Can untrained labels still show up in detection?

Hi all, I have one simple question as I am curious if people would consider that a bug or if it is some obscure ML implementation by design with Tensorflow: Can a model “detect” an object label in which no photo data was given to it to make the association?

for example, I start a project where I create many labels, all the labels I will possibly need for my project, but I only use a few labels so far in annotating the pictures I have now, and then export the entire project into a tfrecord file for training that will contain all my labels and the photos that have the annotations consisting of only some of those labels (all labels not used). I do some transfer learning to train a model for object detection, convert the model using tensorflow.js converter, load it up and run an inference. I get a detection for a label I provided no data for to the model. Is this a bug (either program or user), or is it by design by how Tensorflow and machine learning stuff work?

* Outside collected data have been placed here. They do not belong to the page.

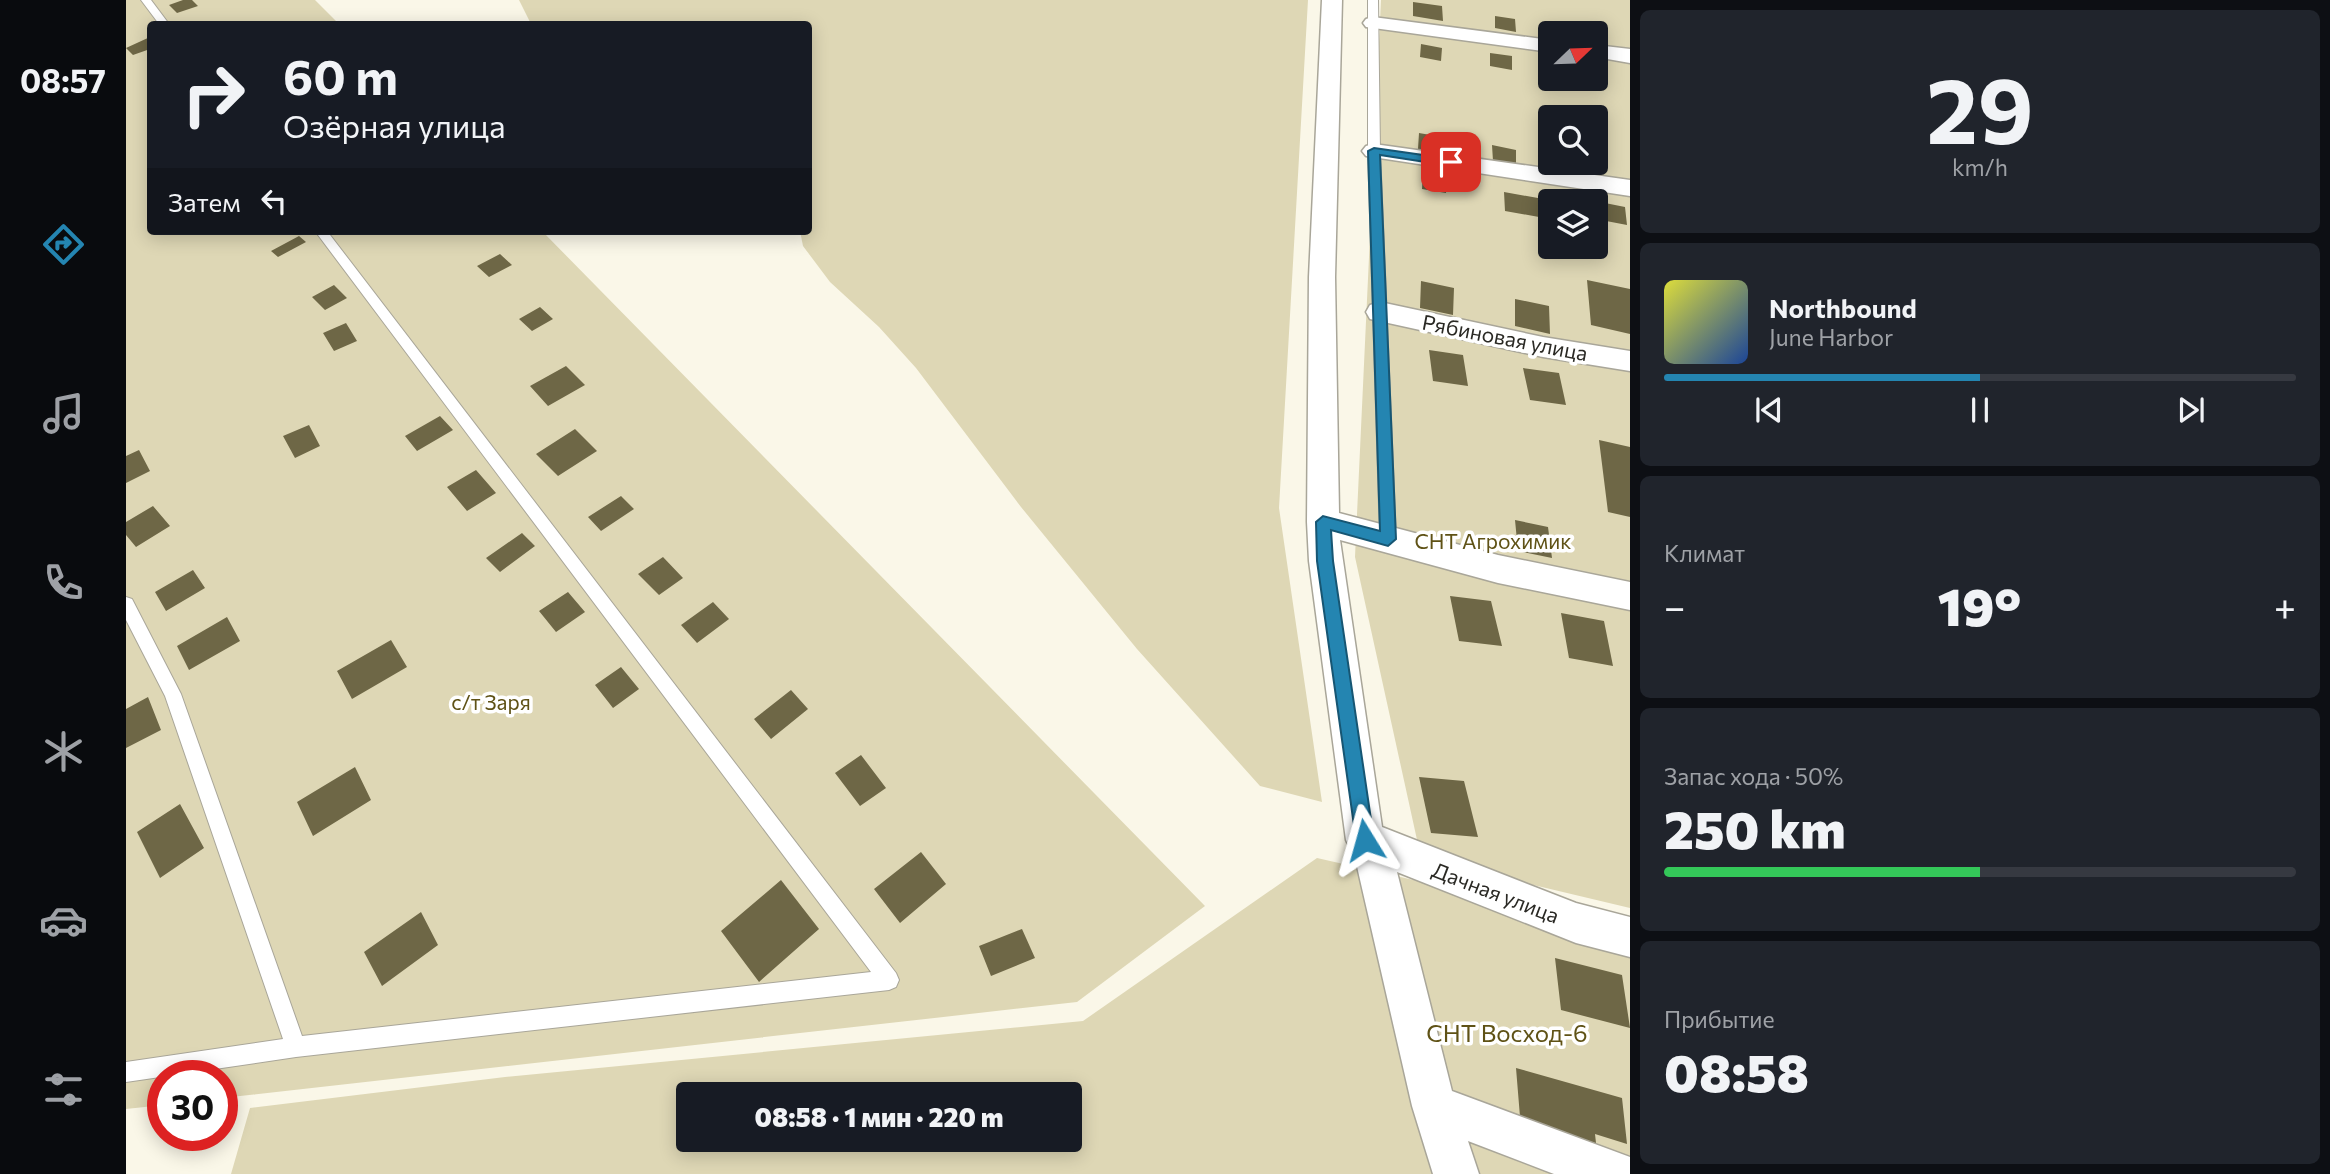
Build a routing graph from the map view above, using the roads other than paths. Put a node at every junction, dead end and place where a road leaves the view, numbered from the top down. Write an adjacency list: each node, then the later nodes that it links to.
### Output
1 (146, 0): 4 (lane)
2 (1332, 0): 14 (street)
3 (1373, 0): 5 (lane)
4 (162, 21)
5 (1373, 23): 6 (street); 9 (lane)
6 (1538, 44)
7 (1608, 53): 8 (street)
8 (1630, 56)
9 (1374, 151): 10 (street); 12 (lane)
10 (1630, 188)
11 (324, 235): 20 (lane)
12 (1380, 312): 13 (street, Рябиновая улица); 15 (lane)
13 (1630, 361)
14 (1323, 522): 15 (street); 18 (street)
15 (1388, 539): 16 (street)
16 (1630, 596)
17 (126, 604): 20 (lane)
18 (1365, 840): 19 (street, Дачная улица); 22 (street)
19 (1630, 937)
20 (296, 1047): 21 (lane)
21 (126, 1072)
22 (1434, 1106): 23 (street); 24 (street)
23 (1456, 1174)
24 (1615, 1174)

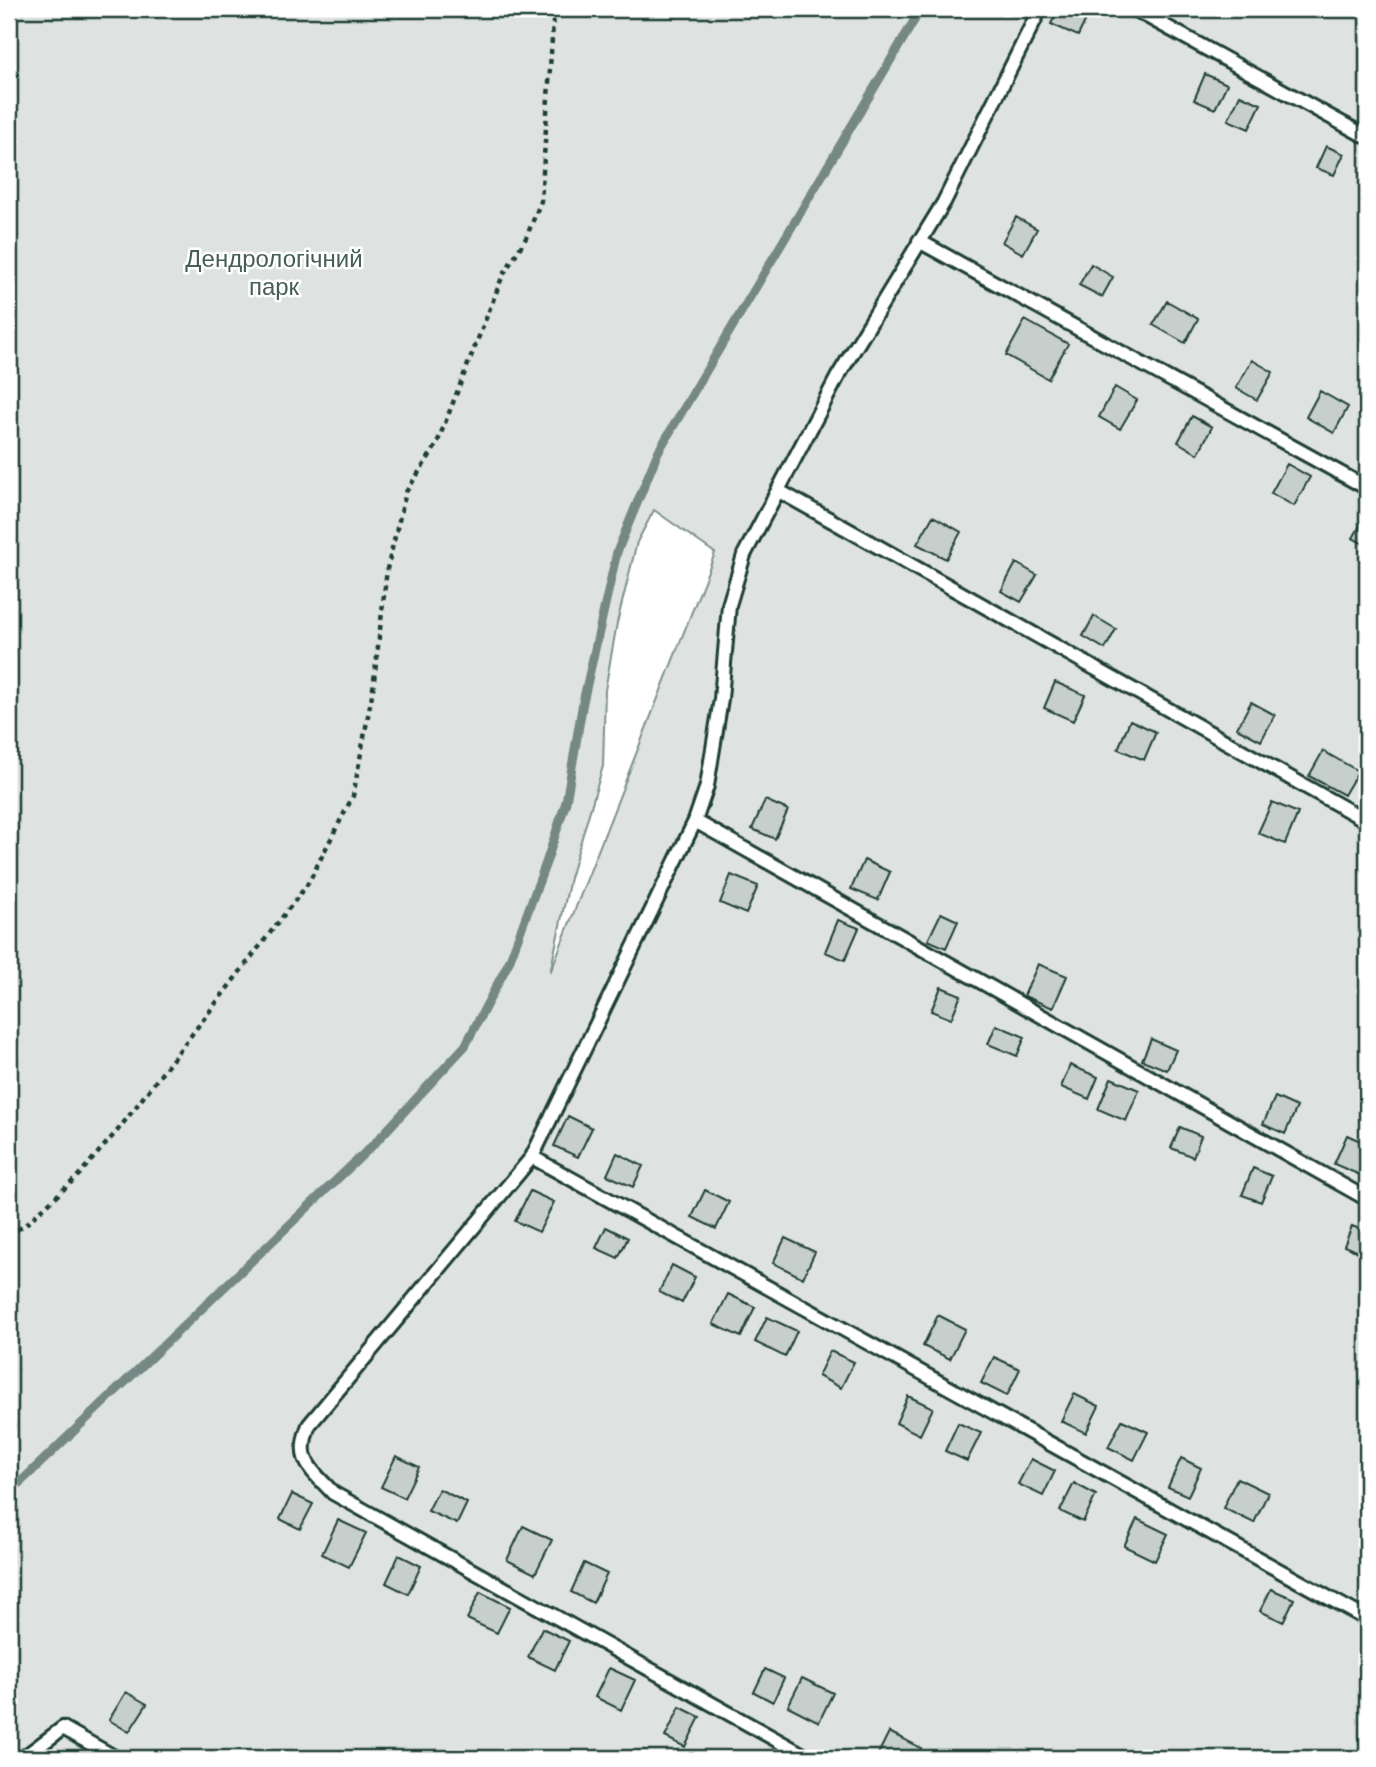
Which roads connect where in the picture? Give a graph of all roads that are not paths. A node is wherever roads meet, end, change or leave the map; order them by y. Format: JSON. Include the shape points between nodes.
{"nodes":[{"id":1,"x":1040,"y":9,"type":"edge"},
{"id":2,"x":1135,"y":9,"type":"edge"},
{"id":3,"x":1367,"y":137,"type":"edge"},
{"id":4,"x":919,"y":241,"type":"junction"},
{"id":5,"x":1367,"y":488,"type":"edge"},
{"id":6,"x":779,"y":491,"type":"junction"},
{"id":7,"x":695,"y":821,"type":"junction"},
{"id":8,"x":1367,"y":821,"type":"edge"},
{"id":9,"x":532,"y":1157,"type":"junction"},
{"id":10,"x":1367,"y":1199,"type":"edge"},
{"id":11,"x":1367,"y":1619,"type":"edge"},
{"id":12,"x":23,"y":1758,"type":"edge"},
{"id":13,"x":116,"y":1758,"type":"edge"},
{"id":14,"x":809,"y":1758,"type":"edge"}],
"edges":[{"from":1,"to":4,"type":"lane","via":[[944,202]]},
{"from":2,"to":3,"type":"lane"},
{"from":4,"to":5,"type":"lane"},
{"from":4,"to":6,"type":"lane","via":[[838,376]]},
{"from":6,"to":7,"type":"lane","via":[[744,555],[729,605],[719,711],[707,786]]},
{"from":6,"to":8,"type":"lane"},
{"from":7,"to":9,"type":"lane"},
{"from":7,"to":10,"type":"lane"},
{"from":9,"to":11,"type":"lane"},
{"from":9,"to":14,"type":"lane","via":[[309,1425],[302,1444],[307,1465],[333,1493]]},
{"from":12,"to":13,"type":"lane","via":[[63,1728]]}]}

Hi @CharlesVelazquez, Generally this behavior is known as Zero-Short-learning where a model can recognize a category of objects in images without ever having seen a photo of that type of object. This happens when a model is trained on a sufficient amount of data. If the features learned during training are relevant to the unseen class, the model might be able to recognize it to some extent. Thank You.

@Kiran_Sai_Ramineni That’s. . . . scary, and also means more work for me unfortunately, but oh well. Thanks so much for the insight.